* **Problem description**:
Word for word, retype every line of the data.
** Opening Material for this exercise block **
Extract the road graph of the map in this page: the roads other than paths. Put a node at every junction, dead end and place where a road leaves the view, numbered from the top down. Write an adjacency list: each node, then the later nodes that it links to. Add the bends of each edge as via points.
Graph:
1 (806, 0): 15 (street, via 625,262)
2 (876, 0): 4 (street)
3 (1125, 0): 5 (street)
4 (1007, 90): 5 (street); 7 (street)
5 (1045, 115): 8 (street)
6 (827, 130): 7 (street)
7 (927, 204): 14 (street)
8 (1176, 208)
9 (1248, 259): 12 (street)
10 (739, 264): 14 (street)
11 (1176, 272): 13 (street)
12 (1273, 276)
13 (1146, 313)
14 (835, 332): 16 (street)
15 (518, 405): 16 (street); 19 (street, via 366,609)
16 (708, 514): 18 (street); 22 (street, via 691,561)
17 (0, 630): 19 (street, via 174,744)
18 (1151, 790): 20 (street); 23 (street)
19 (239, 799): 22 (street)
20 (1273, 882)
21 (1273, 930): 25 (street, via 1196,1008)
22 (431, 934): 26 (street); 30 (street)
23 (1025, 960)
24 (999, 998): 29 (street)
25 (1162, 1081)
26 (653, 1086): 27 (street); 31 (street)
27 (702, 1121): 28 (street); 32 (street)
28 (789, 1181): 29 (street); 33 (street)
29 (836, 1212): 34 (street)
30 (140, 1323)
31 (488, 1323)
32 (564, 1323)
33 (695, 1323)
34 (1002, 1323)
** Closing Material for this exercise block **
* **Written answer**:
Extract the road graph of the map in this page: the roads other than paths. Put a node at every junction, dead end and place where a road leaves the view, numbered from the top down. Write an adjacency list: each node, then the later nodes that it links to. Add the bends of each edge as via points.
Graph:
1 (806, 0): 15 (street, via 625,262)
2 (876, 0): 4 (street)
3 (1125, 0): 5 (street)
4 (1007, 90): 5 (street); 7 (street)
5 (1045, 115): 8 (street)
6 (827, 130): 7 (street)
7 (927, 204): 14 (street)
8 (1176, 208)
9 (1248, 259): 12 (street)
10 (739, 264): 14 (street)
11 (1176, 272): 13 (street)
12 (1273, 276)
13 (1146, 313)
14 (835, 332): 16 (street)
15 (518, 405): 16 (street); 19 (street, via 366,609)
16 (708, 514): 18 (street); 22 (street, via 691,561)
17 (0, 630): 19 (street, via 174,744)
18 (1151, 790): 20 (street); 23 (street)
19 (239, 799): 22 (street)
20 (1273, 882)
21 (1273, 930): 25 (street, via 1196,1008)
22 (431, 934): 26 (street); 30 (street)
23 (1025, 960)
24 (999, 998): 29 (street)
25 (1162, 1081)
26 (653, 1086): 27 (street); 31 (street)
27 (702, 1121): 28 (street); 32 (street)
28 (789, 1181): 29 (street); 33 (street)
29 (836, 1212): 34 (street)
30 (140, 1323)
31 (488, 1323)
32 (564, 1323)
33 (695, 1323)
34 (1002, 1323)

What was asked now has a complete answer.